Comme à chaque mission, Julius et Kaede m'accompagnaient. Nous n'avions pas changé de tenues, nous n'en voyions pas l'intérêt.
Nous tombâmes au milieu d'une ruelle sombre. Les pavés étaient éclairés par la pleine lune, qui donnait une impression surnaturelle. Des spectres de poussières passèrent devant mes yeux alors que je me redressais.
Les murs de briques, sur lesquels serpentaient des longues lézardes, nous encadraient, semblant nous garder prisonniers. Il faisait tellement nuit que je n'apercevais pas le bout de la ruelle. Plongée dans les ténèbres, elle avait l'air de retenir toute la misère du monde. Une odeur d'urine et de détritus assaillit mes narines et me fit froncer le nez alors que je me détournais vers mes amis.
— Que fait-on maintenant ?
— Je croyais que tu avais un plan, s'étonna Kaede.
— Non pas vraiment...
Kaede leva les yeux au ciel, visiblement agacé par mon manque de réactivité. À vrai dire, je ne savais pas du tout par où et par quoi commencer. Je ne connaissais pas le lieu dans lequel nous étions, les événements de cette époque restaient troubles et j'avais secrètement espéré que les garçons sauraient quoi faire.
— Essayons de trouver un quartier avec un lampe rouge, déclara Julius.
Avant de partir, Fried avait dessiné l'endroit dans la lanterne rouge. Il excellait dans les arts et en réalisant ce croquis, il nous avait aider du mieux qu'il le pouvait.
J'emboitai le pas de Kaede et de Julius. D'un accord commun, mais silencieux, ils se dirigeaient vers le nuage de ténèbres. J'entendis une sorte de couinement, peut-être venait-il d'un rat, le long des murs. Frissonnant, je me rapprochai de Kaede, craignant un quelconque danger provenant de l'ombre.

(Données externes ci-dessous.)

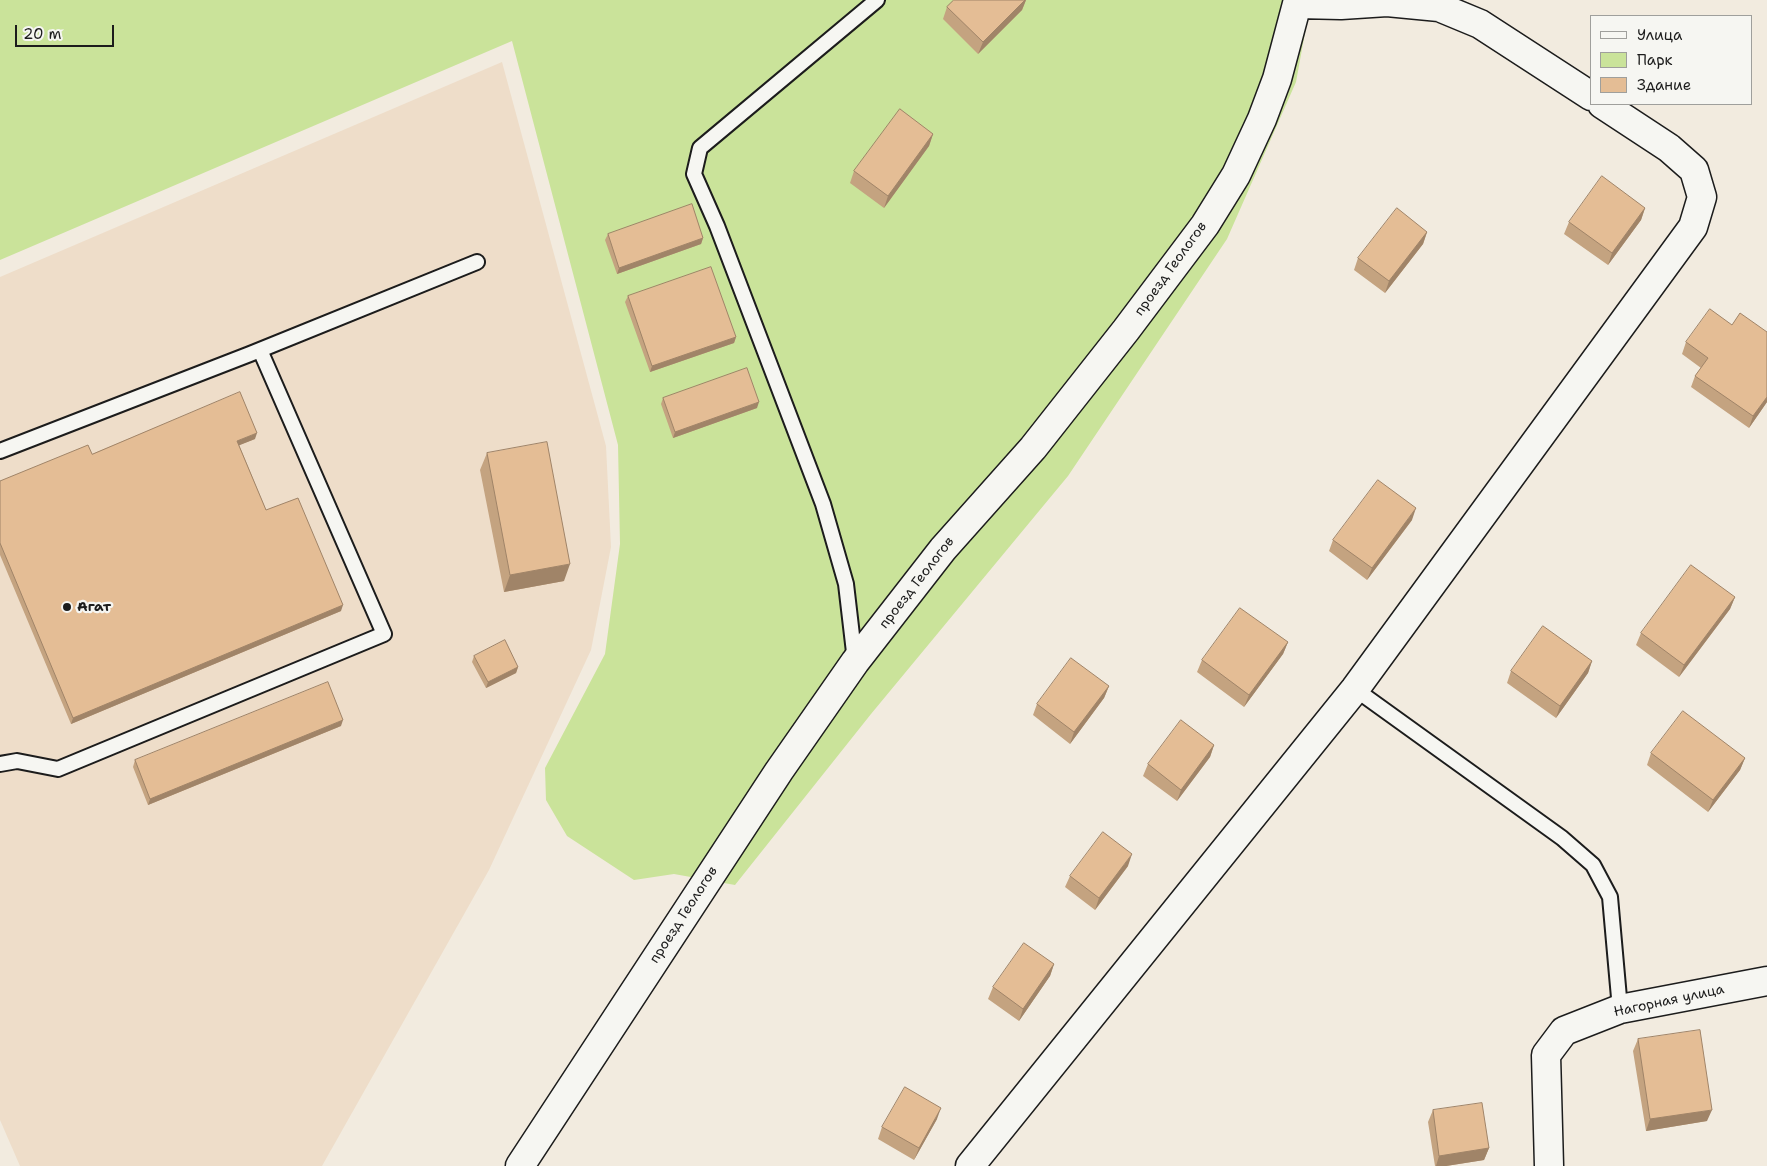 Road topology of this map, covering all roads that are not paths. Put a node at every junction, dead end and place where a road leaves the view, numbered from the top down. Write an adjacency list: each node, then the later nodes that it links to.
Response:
1 (877, 0): 8 (lane)
2 (1298, 2): 3 (street); 8 (street, проезд Геологов)
3 (1590, 95)
4 (1604, 105): 9 (street)
5 (477, 262): 6 (lane)
6 (260, 350): 7 (lane); 10 (lane)
7 (0, 451)
8 (855, 662): 13 (street, проезд Геологов)
9 (1355, 689): 12 (lane); 14 (street)
10 (0, 764)
11 (1767, 981): 12 (street, Нагорная улица)
12 (1620, 1010): 15 (street, Нагорная улица)
13 (520, 1166)
14 (970, 1166)
15 (1549, 1166) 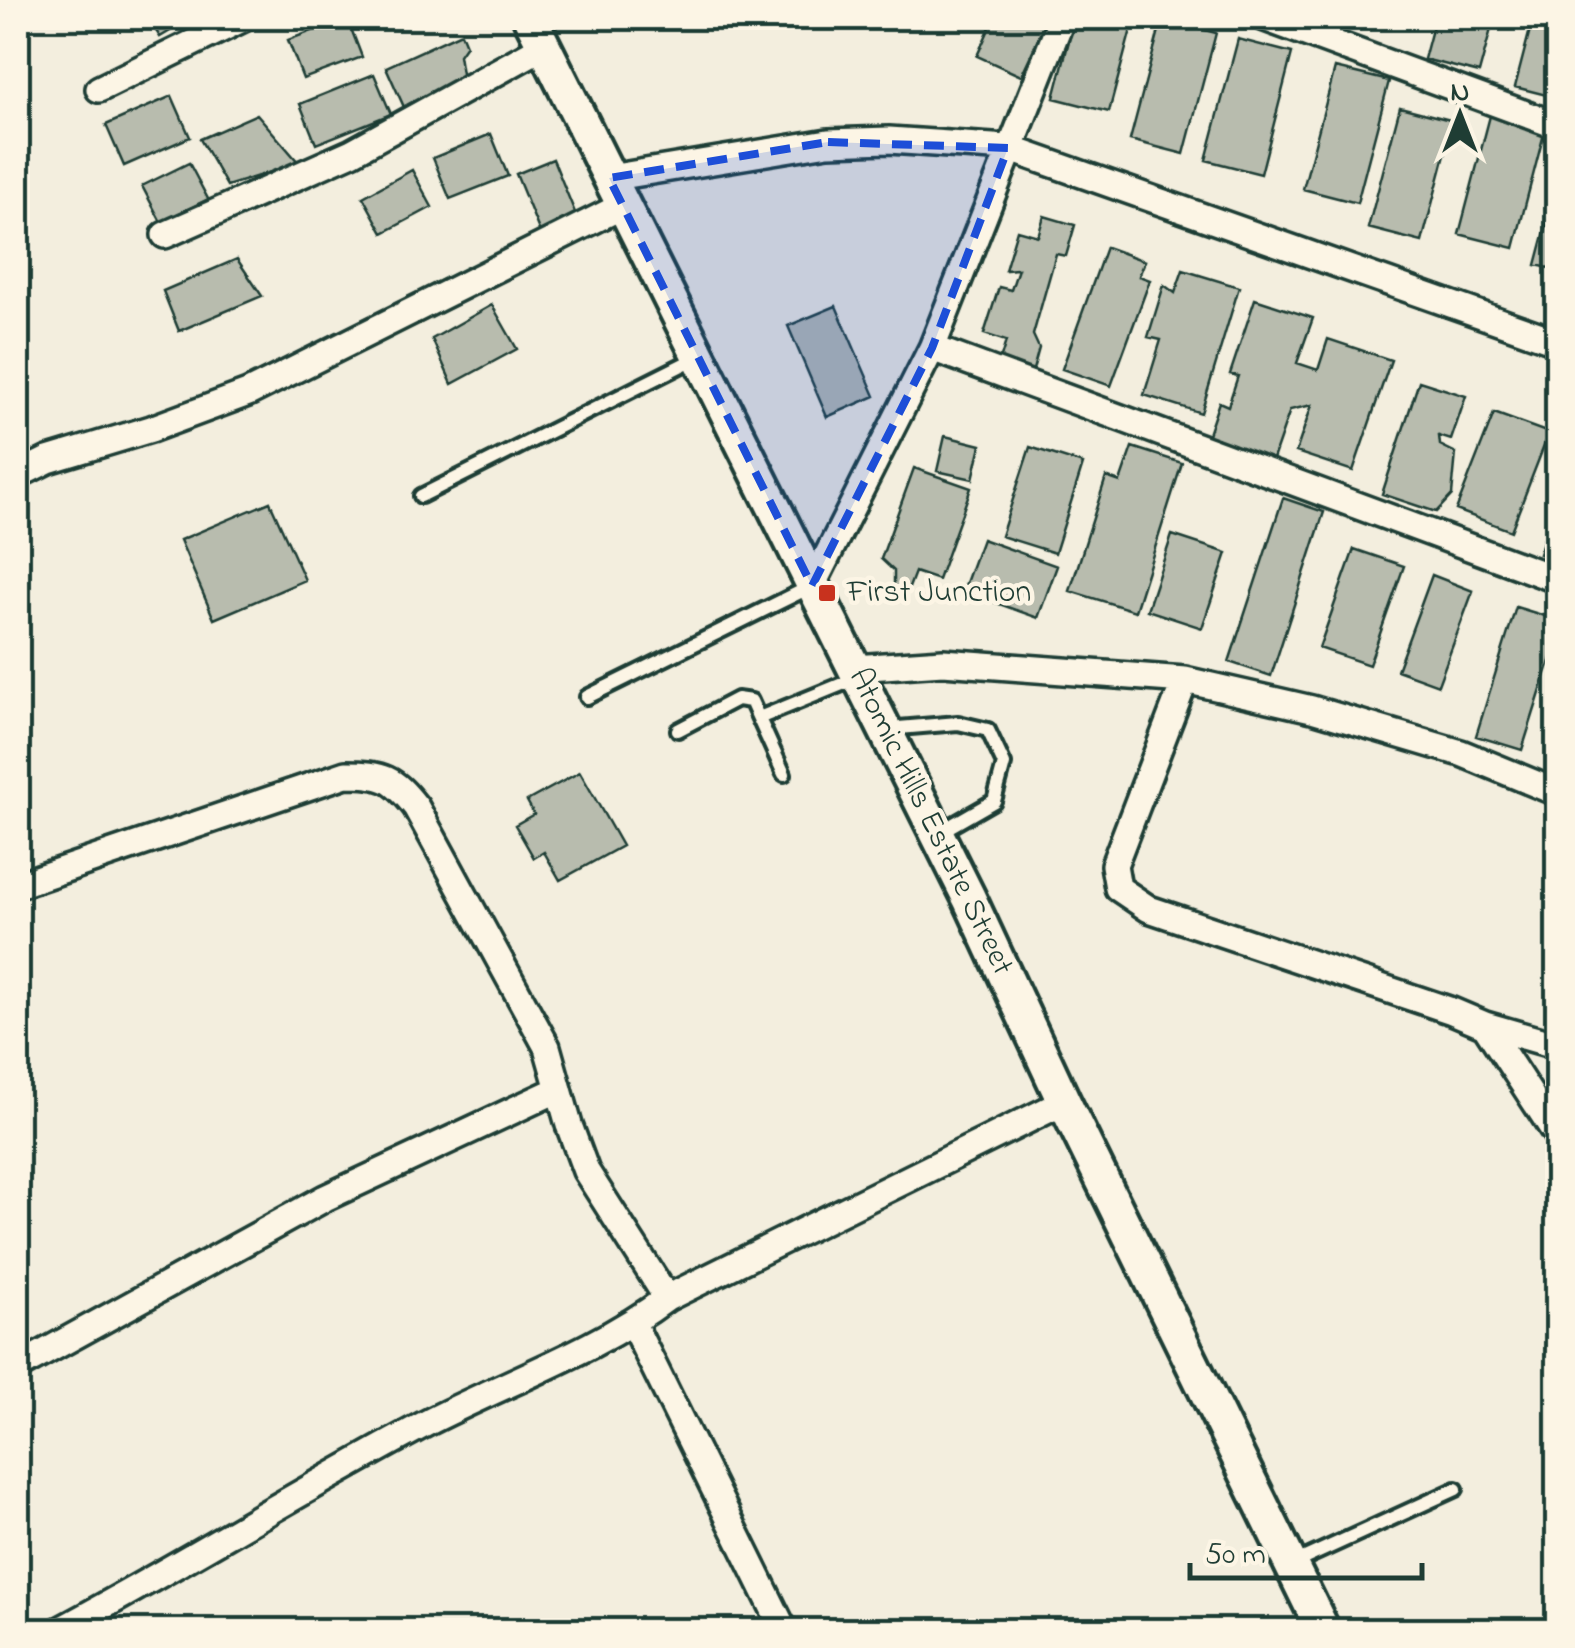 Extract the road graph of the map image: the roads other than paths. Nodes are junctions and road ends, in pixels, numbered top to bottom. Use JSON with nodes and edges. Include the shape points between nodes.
{"nodes":[{"id":1,"x":244,"y":18,"type":"edge"},
{"id":2,"x":1062,"y":18,"type":"edge"},
{"id":3,"x":1265,"y":18,"type":"edge"},
{"id":4,"x":537,"y":32,"type":"edge"},
{"id":5,"x":99,"y":89,"type":"dead end"},
{"id":6,"x":1558,"y":126,"type":"edge"},
{"id":7,"x":1008,"y":148,"type":"junction"},
{"id":8,"x":616,"y":192,"type":"junction"},
{"id":9,"x":165,"y":235,"type":"dead end"},
{"id":10,"x":1558,"y":342,"type":"edge"},
{"id":11,"x":932,"y":348,"type":"junction"},
{"id":12,"x":699,"y":357,"type":"junction"},
{"id":13,"x":18,"y":475,"type":"edge"},
{"id":14,"x":421,"y":496,"type":"dead end"},
{"id":15,"x":1558,"y":580,"type":"edge"},
{"id":16,"x":812,"y":586,"type":"junction"},
{"id":17,"x":857,"y":672,"type":"junction"},
{"id":18,"x":1185,"y":680,"type":"junction"},
{"id":19,"x":587,"y":697,"type":"dead end"},
{"id":20,"x":758,"y":718,"type":"junction"},
{"id":21,"x":885,"y":729,"type":"junction"},
{"id":22,"x":678,"y":730,"type":"dead end"},
{"id":23,"x":784,"y":774,"type":"dead end"},
{"id":24,"x":1558,"y":793,"type":"edge"},
{"id":25,"x":937,"y":834,"type":"junction"},
{"id":26,"x":18,"y":885,"type":"edge"},
{"id":27,"x":1485,"y":1026,"type":"junction"},
{"id":28,"x":1558,"y":1046,"type":"edge"},
{"id":29,"x":559,"y":1089,"type":"junction"},
{"id":30,"x":1064,"y":1102,"type":"junction"},
{"id":31,"x":1558,"y":1137,"type":"edge"},
{"id":32,"x":667,"y":1298,"type":"junction"},
{"id":33,"x":633,"y":1324,"type":"junction"},
{"id":34,"x":18,"y":1368,"type":"edge"},
{"id":35,"x":1456,"y":1489,"type":"dead end"},
{"id":36,"x":1290,"y":1565,"type":"junction"},
{"id":37,"x":60,"y":1630,"type":"edge"},
{"id":38,"x":784,"y":1630,"type":"edge"},
{"id":39,"x":1322,"y":1630,"type":"edge"}],
"edges":[{"from":1,"to":5,"type":"street"},
{"from":2,"to":7,"type":"street"},
{"from":3,"to":6,"type":"street"},
{"from":4,"to":8,"type":"street","name":"Atomic Hills Estate Street"},
{"from":4,"to":9,"type":"street","via":[[352,152]]},
{"from":7,"to":8,"type":"street","via":[[828,142]]},
{"from":7,"to":10,"type":"street"},
{"from":7,"to":11,"type":"street"},
{"from":8,"to":12,"type":"street","name":"Atomic Hills Estate Street"},
{"from":8,"to":13,"type":"street","via":[[248,393]]},
{"from":11,"to":15,"type":"street"},
{"from":11,"to":16,"type":"street"},
{"from":12,"to":14,"type":"lane"},
{"from":12,"to":16,"type":"street","name":"Atomic Hills Estate Street"},
{"from":16,"to":17,"type":"street","name":"Atomic Hills Estate Street"},
{"from":16,"to":19,"type":"lane"},
{"from":17,"to":18,"type":"street","via":[[943,662]]},
{"from":17,"to":20,"type":"lane"},
{"from":17,"to":21,"type":"street","name":"Atomic Hills Estate Street"},
{"from":18,"to":24,"type":"street","via":[[1461,753]]},
{"from":18,"to":27,"type":"street","via":[[1114,866],[1118,888],[1149,909]]},
{"from":20,"to":22,"type":"lane","via":[[751,701],[737,699]]},
{"from":20,"to":23,"type":"lane"},
{"from":21,"to":25,"type":"street","name":"Atomic Hills Estate Street"},
{"from":21,"to":25,"type":"lane","via":[[958,724],[988,730],[1004,764],[994,801]]},
{"from":25,"to":30,"type":"street","name":"Atomic Hills Estate Street"},
{"from":26,"to":29,"type":"street","via":[[346,774],[374,774],[397,783],[416,807],[547,1047]]},
{"from":27,"to":28,"type":"street"},
{"from":27,"to":31,"type":"street"},
{"from":29,"to":32,"type":"street","via":[[586,1171]]},
{"from":29,"to":34,"type":"street","via":[[325,1198]]},
{"from":30,"to":32,"type":"street"},
{"from":30,"to":36,"type":"street","name":"Atomic Hills Estate Street"},
{"from":32,"to":33,"type":"street"},
{"from":33,"to":37,"type":"street","via":[[346,1466]]},
{"from":33,"to":38,"type":"street"},
{"from":35,"to":36,"type":"lane"},
{"from":36,"to":39,"type":"street","name":"Atomic Hills Estate Street"}]}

Le silence était pesant, aucun de nous ne parlait. Concentrés sur le moindre détail intéressant, nous essayâmes de trouver le décor qui correspondait le mieux au croquis de Fried. Nous ne trouvâmes pourtant rien. Étions-nous réellement au bon endroit ? Je commençais fortement à en douter...
À nouveau, un couinement se fit entendre. Je m'arrêtai net et me retournai brusquement. La nuit nous enveloppait dans son noir manteau, m'empêchant de voir quoi que ce soit. Je sentis la présence de Kaede à mes côtés alors qu'il me murmurait :
— Partons d'ici, il y a quelque chose d'étrange.
Un tremblement me parcourut tandis que nous tournions le dos. J'avais l'impression d'être observée, et je n'aimais pas ça... Cette présence se fit ressentir intensément à l'instant même où nous approchions d'une source de lumière.
— Qu'avons-nous là ? Un joli trio !
Une voix, mielleuse et envoûtante s'éleva à côté de moi. Je voulus me retourner, mais l'inconnu plaqua sur mon visage un morceau de tissu imbibé d'une étrange odeur. Prise de panique, je tentai de me débattre, mais l'inhabituelle senteur me fit tourner la tête. Mes mouvements devinrent lents, mon corps s'engourdit à mesure que je respirais. Ma vision finit par se troubler, je ne vis plus mes amis. Allaient-ils bien ? Ma conscience m'abandonna.